Pour ceux qui ont zappé Four against the Odds, l’annonce de ce « grand retour » fait évidemment l’effet d’un pétard mouillé, mais Kemekem leur confirmera que UKANDANZ n’a rien perdu de sa verve incendiaire puisque la voix de GEBREYES a ce don de foutre le feu derechef dans une musique qui est déjà fortement électrisante. Mais une écoute plus attentive révèlera aussi quelques menus mais significatifs changements dans la panoplie instrumentale. Ces changements étaient en fait déjà à l’œuvre lors de l’enregistrement de Four against the Odds. Ceux qui connaissent ce LP retrouveront donc dans Kemekem un son qui leur est familier, de même qu’un répertoire en partie commun aux deux albums.
Mais pour ceux qui en sont restés à Yeketelale (qui date de 2018), il n’est peut-être pas inutile de signaler que la formation de UKANDANZ a encore évolué depuis. Ainsi, si Lionel MARTIN conserve son sax ténor, Damien CLUZEL, le pilier du groupe, a troqué la guitare contre la basse. Et le claviériste Fred ESCOFFIER a effectué lui aussi son grand retour. Non qu’il était parti loin puisqu’il jouait avec Lionel MARTIN dans PALM UNIT ; mais quand UKANDANZ a réalisé qu’il ne pouvait se passer de ce son d’orgue si caractéristique des musiques actuelles éthiopiennes, la proposition de Fred ESCOFFIER de revenir dans le groupe a été allègrement saluée et acceptée. Et enfin, la batterie est désormais assurée par Thomas PIERRE (ex-KUNTA, un groupe mariant le hip-hop avec l’afrobeat et les sons éthiopiens), lequel a travaillé comme un bûcheron pour assimiler les fondations polyrythmiques de cette musique et les restituer avec cette vigueur typiquement « ukandanzienne », charge dont il s’acquitte dûment.

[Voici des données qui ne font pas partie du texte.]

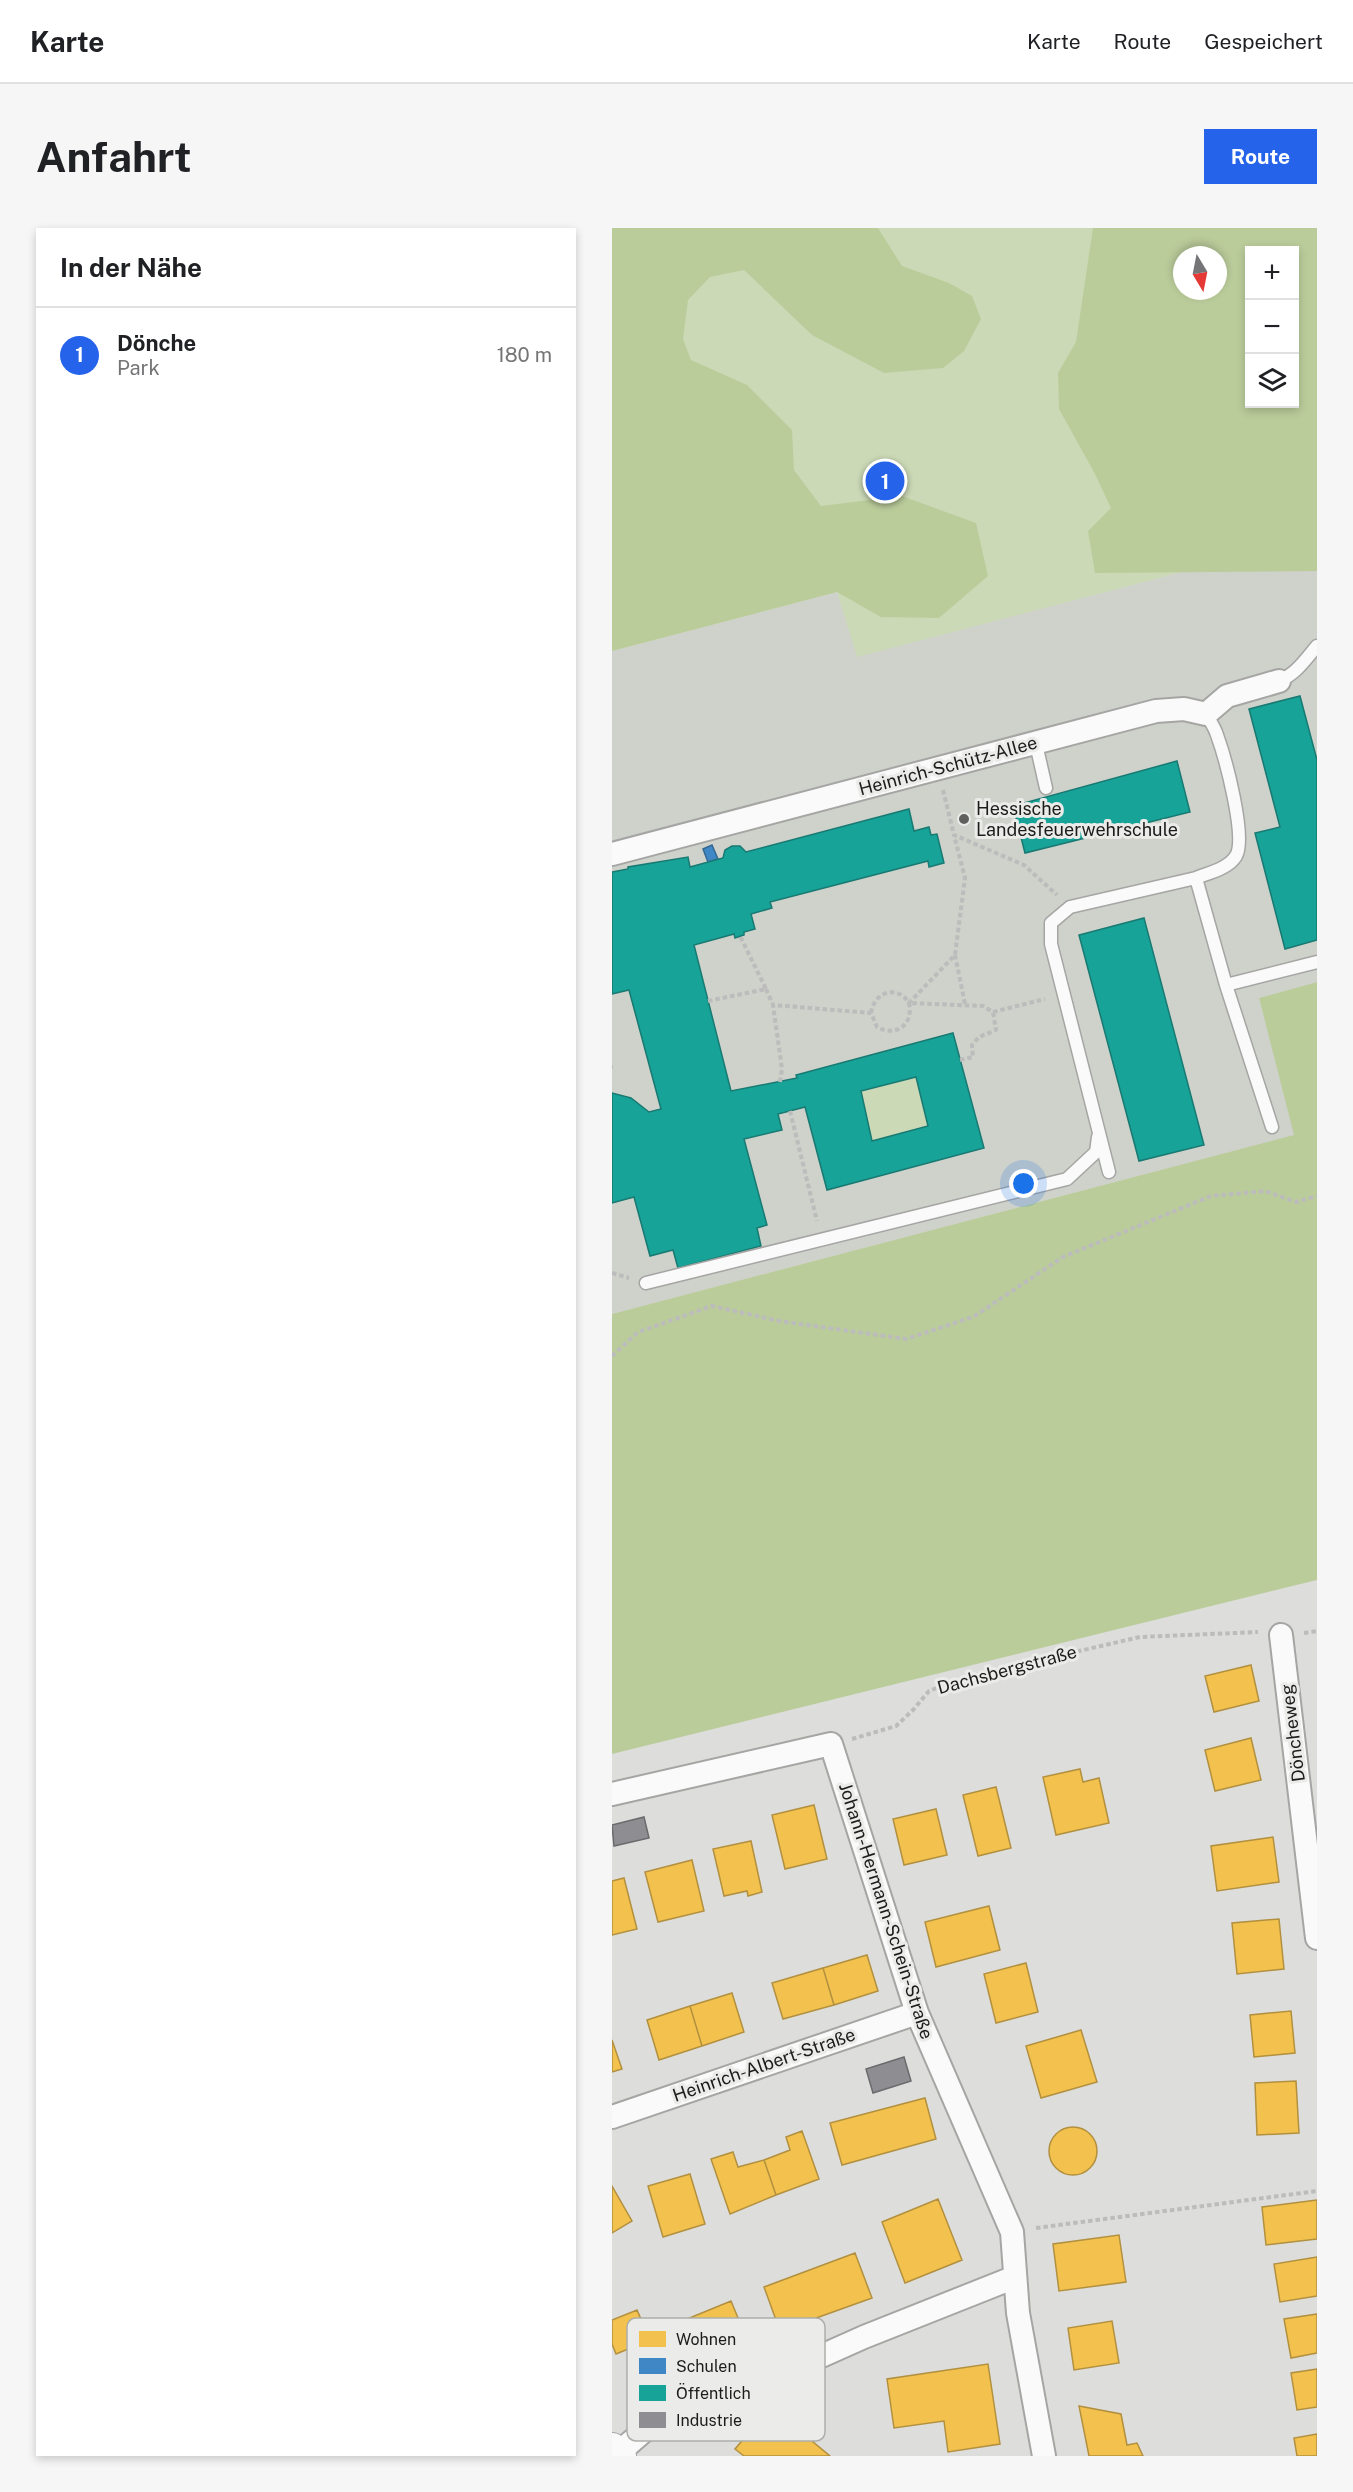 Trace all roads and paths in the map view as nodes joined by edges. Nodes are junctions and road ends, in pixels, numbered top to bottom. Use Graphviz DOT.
graph roads {
  1 [pos="1317,646"];
  2 [pos="1279,681"];
  3 [pos="1206,714"];
  4 [pos="1036,744"];
  5 [pos="938,769"];
  6 [pos="1046,788"];
  7 [pos="954,835"];
  8 [pos="612,854"];
  9 [pos="1196,878"];
  10 [pos="1070,907"];
  11 [pos="740,936"];
  12 [pos="955,956"];
  13 [pos="1317,962"];
  14 [pos="1226,985"];
  15 [pos="766,989"];
  16 [pos="1064,995"];
  17 [pos="708,1001"];
  18 [pos="909,1004"];
  19 [pos="965,1004"];
  20 [pos="773,1005"];
  21 [pos="871,1012"];
  22 [pos="993,1012"];
  23 [pos="960,1060"];
  24 [pos="780,1082"];
  25 [pos="790,1111"];
  26 [pos="1272,1127"];
  27 [pos="1098,1133"];
  28 [pos="1109,1172"];
  29 [pos="1317,1196"];
  30 [pos="821,1240"];
  31 [pos="646,1283"];
  32 [pos="612,1356"];
  33 [pos="1281,1635"];
  34 [pos="831,1744"];
  35 [pos="612,1794"];
  36 [pos="1317,1938"];
  37 [pos="917,2013"];
  38 [pos="612,2117"];
  39 [pos="1317,2191"];
  40 [pos="1012,2232"];
  41 [pos="1015,2277"];
  42 [pos="825,2354"];
  43 [pos="631,2441"];
  44 [pos="616,2453"];
  45 [pos="1044,2456"];
  1 -- 2 [label="lane"];
  2 -- 3 [label="street"];
  3 -- 4 [label="street, Heinrich-Schütz-Allee"];
  3 -- 9 [label="lane"];
  4 -- 5 [label="street, Heinrich-Schütz-Allee"];
  4 -- 6 [label="lane"];
  5 -- 7 [label="path"];
  5 -- 8 [label="street, Heinrich-Schütz-Allee"];
  7 -- 10 [label="path"];
  7 -- 12 [label="path"];
  9 -- 10 [label="lane"];
  9 -- 14 [label="lane"];
  10 -- 16 [label="lane"];
  11 -- 15 [label="path"];
  12 -- 18 [label="path"];
  12 -- 19 [label="path"];
  13 -- 14 [label="lane"];
  14 -- 26 [label="lane"];
  15 -- 17 [label="path"];
  15 -- 20 [label="path"];
  16 -- 22 [label="path"];
  16 -- 27 [label="lane"];
  18 -- 19 [label="path"];
  18 -- 21 [label="path"];
  18 -- 21 [label="path"];
  19 -- 22 [label="path"];
  20 -- 21 [label="path"];
  20 -- 24 [label="path"];
  22 -- 23 [label="path"];
  25 -- 30 [label="path"];
  27 -- 28 [label="lane"];
  27 -- 30 [label="lane"];
  29 -- 32 [label="path"];
  30 -- 31 [label="lane"];
  33 -- 34 [label="path, Dachsbergstraße"];
  33 -- 36 [label="street, Döncheweg"];
  34 -- 35 [label="street"];
  34 -- 37 [label="street, Johann-Hermann-Schein-Straße"];
  37 -- 38 [label="street, Heinrich-Albert-Straße"];
  37 -- 40 [label="street, Johann-Hermann-Schein-Straße"];
  39 -- 40 [label="path"];
  40 -- 41 [label="street, Johann-Hermann-Schein-Straße"];
  41 -- 42 [label="street"];
  41 -- 45 [label="street, Johann-Hermann-Schein-Straße"];
  43 -- 44 [label="street"];
}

Cela dit, Kemekem n’a pas exactement la même complexité ni la même densité pratiquée par le groupe du temps d’Awo. Moins extrémiste que ce dernier, Kemekem se veut plus lisible, presque plus aéré et plus « carré » en un certain sens, mais continue à diffuser cette verve bouillonnante et extatique à laquelle UKANDANZ nous avait habitués. Au virage plus électro de Yeketelale succède sur Kemekem un son plus chaleureux, dont les flammes sont perpétuées par le souffle inextinguible du sax ténor, le grain épais de l’orgue, les inflexions saillantes de la basse, les frappes foisonnantes de la batterie et bien sûr les incantations cathartiques d’Asnake GEBREYES.

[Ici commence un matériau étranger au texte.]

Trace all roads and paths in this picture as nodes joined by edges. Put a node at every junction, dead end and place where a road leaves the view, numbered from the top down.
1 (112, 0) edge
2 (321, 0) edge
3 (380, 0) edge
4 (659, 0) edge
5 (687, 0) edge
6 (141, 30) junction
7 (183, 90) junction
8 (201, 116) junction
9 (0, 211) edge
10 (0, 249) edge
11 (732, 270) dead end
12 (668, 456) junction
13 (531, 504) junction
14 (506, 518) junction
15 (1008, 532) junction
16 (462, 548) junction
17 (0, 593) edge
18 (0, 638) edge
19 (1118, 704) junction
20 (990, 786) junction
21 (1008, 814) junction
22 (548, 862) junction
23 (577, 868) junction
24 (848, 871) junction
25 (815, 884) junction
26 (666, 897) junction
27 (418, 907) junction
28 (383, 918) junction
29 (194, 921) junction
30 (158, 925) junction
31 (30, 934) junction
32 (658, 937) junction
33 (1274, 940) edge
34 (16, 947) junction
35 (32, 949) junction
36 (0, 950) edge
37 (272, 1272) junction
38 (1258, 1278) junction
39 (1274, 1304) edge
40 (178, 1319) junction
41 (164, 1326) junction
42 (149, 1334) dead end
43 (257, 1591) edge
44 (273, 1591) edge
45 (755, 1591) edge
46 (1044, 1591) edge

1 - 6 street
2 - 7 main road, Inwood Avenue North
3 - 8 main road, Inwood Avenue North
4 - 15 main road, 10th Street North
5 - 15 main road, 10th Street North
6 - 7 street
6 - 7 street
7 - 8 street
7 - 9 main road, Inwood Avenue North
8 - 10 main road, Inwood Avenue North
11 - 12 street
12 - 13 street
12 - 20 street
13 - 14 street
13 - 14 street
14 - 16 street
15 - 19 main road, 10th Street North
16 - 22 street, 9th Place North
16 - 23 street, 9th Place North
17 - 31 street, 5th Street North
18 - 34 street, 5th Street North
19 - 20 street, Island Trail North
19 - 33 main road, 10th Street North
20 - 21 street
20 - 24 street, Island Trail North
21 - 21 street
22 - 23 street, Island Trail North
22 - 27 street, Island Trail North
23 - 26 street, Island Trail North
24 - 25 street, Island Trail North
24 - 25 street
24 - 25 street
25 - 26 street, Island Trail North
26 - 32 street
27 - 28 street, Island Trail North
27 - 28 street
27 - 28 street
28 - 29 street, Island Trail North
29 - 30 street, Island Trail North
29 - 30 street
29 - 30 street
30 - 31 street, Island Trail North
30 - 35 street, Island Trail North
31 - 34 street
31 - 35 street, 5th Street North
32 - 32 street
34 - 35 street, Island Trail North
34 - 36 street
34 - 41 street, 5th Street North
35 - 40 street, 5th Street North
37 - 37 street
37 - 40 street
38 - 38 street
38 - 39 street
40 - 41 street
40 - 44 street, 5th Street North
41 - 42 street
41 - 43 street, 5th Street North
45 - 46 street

Déjà présentes en versions instrumentales sur le disque précédent, les compositions Alègntayé (à l’origine écrite par les frères Ayaléw et Tesfayé ABBÈBÈ) et Ferjign Chereka/Moon Stroke retrouvent ici une nouvelle exaltation avec le renfort de la voix du barde éthiopien. Ce dernier en a profité pour caser deux autres de ses pièces, Ajebeshe Lideresh New, qui s’avère une solide entrée en matière dans l’album, et Endihe New Fiker, assurément le morceau le plus endiablé et accrocheur. La pièce éponyme ne manque pas non plus de saveur addictive. Il s’agit à l’origine d’une pièce composée par le chanteur et percussionniste Muluken MELESSE, fameuse figure de la scène musicale d’Addis Abbeba avant sa conversion à l’église pentecôtiste (qui a mis fin à sa carrière artistique).
Outre Kemekem, UKANDANZ revisite une autre de ses compositions, Anchin Mesay Konjo, qui distille un climat plus feutré mais subtilement tendu que viennent allégrement nourrir le sax ténor et l’orgue dans sa seconde partie.

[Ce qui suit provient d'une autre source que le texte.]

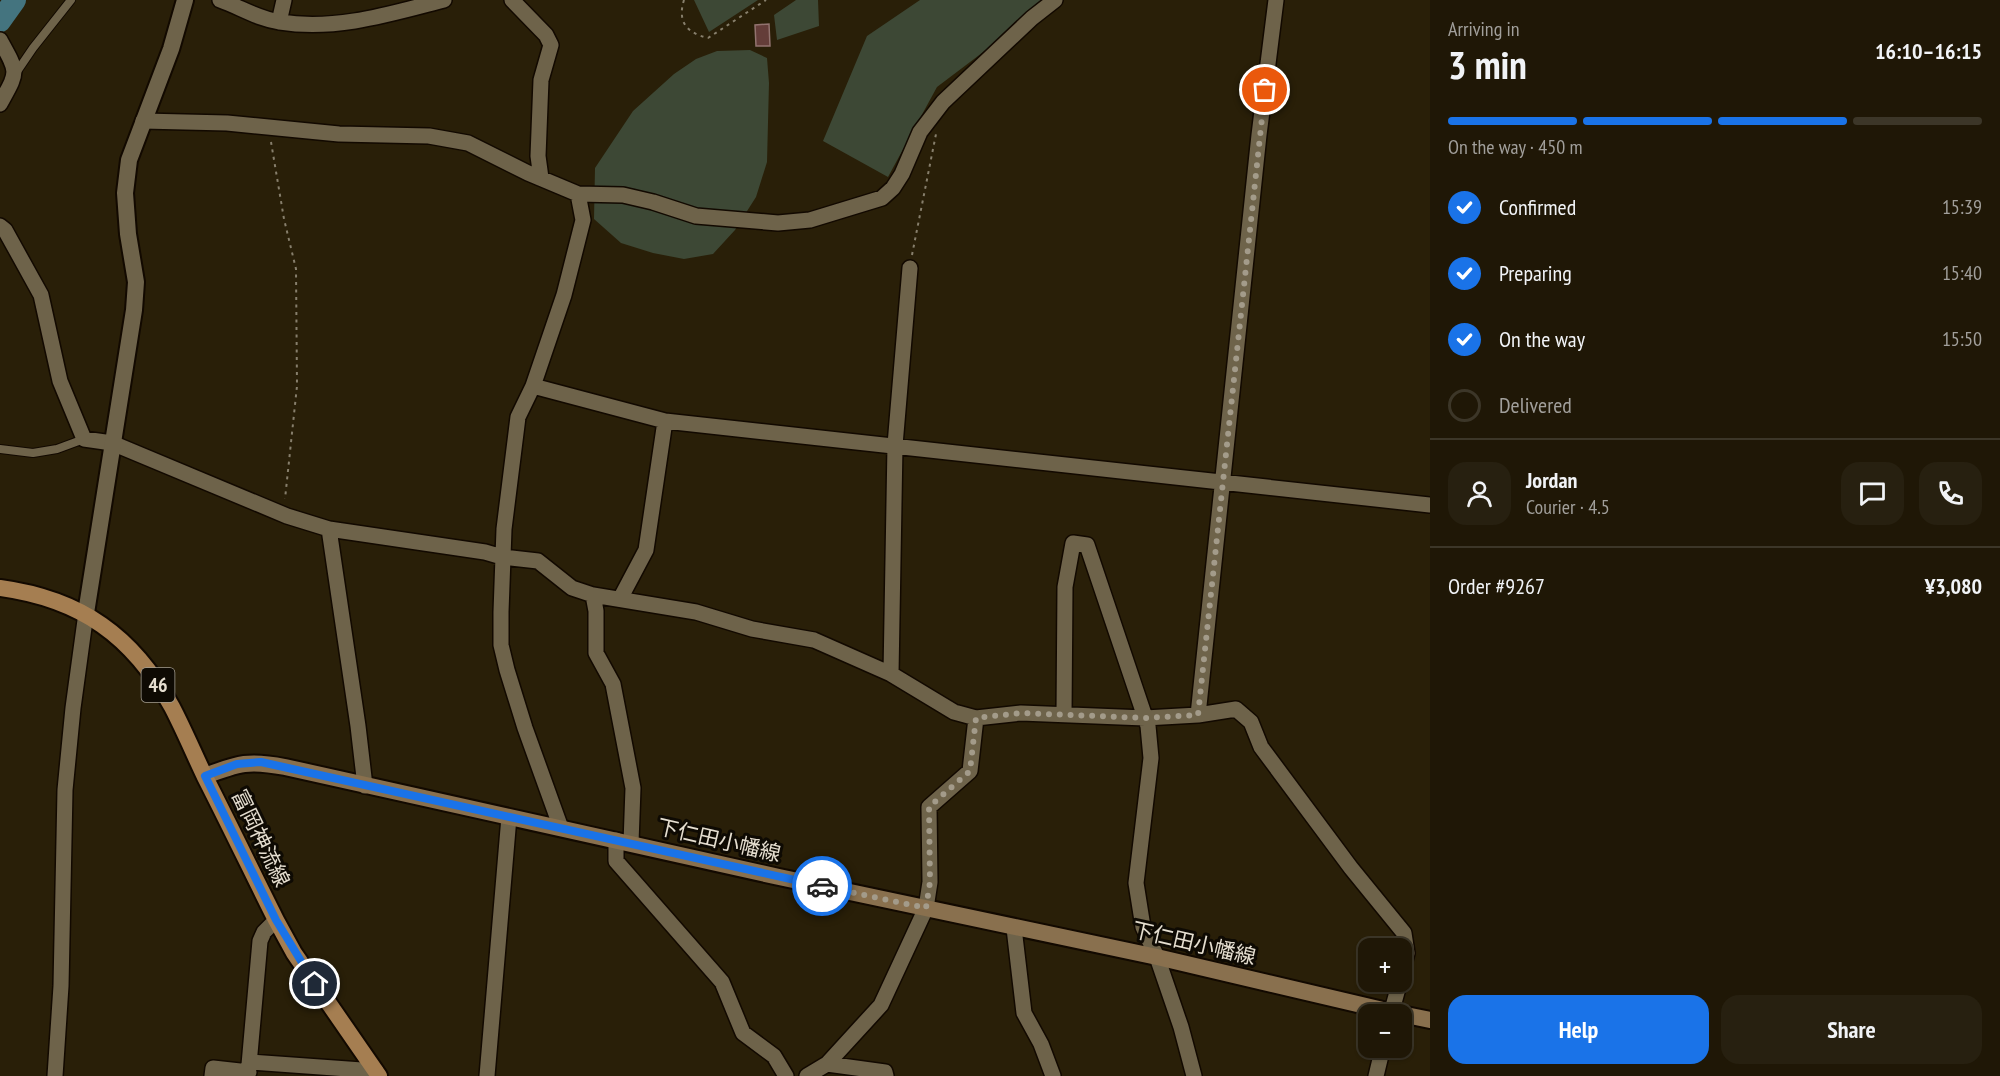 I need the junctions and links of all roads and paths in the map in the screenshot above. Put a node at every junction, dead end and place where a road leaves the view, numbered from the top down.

Une bonne décennie plus tard, UKANDANZ démontre avec Kemekem que son éthio-crunch s’avère toujours aussi croustilleux et captivant. Il revigore les corps comme les esprits avec une faconde qui refuse d’être prise en défaut. « On lâche rien ! » est assurément son credo. Il est de ces engagements qui s’inscrivent dans la durée et qui forcent l’admiration.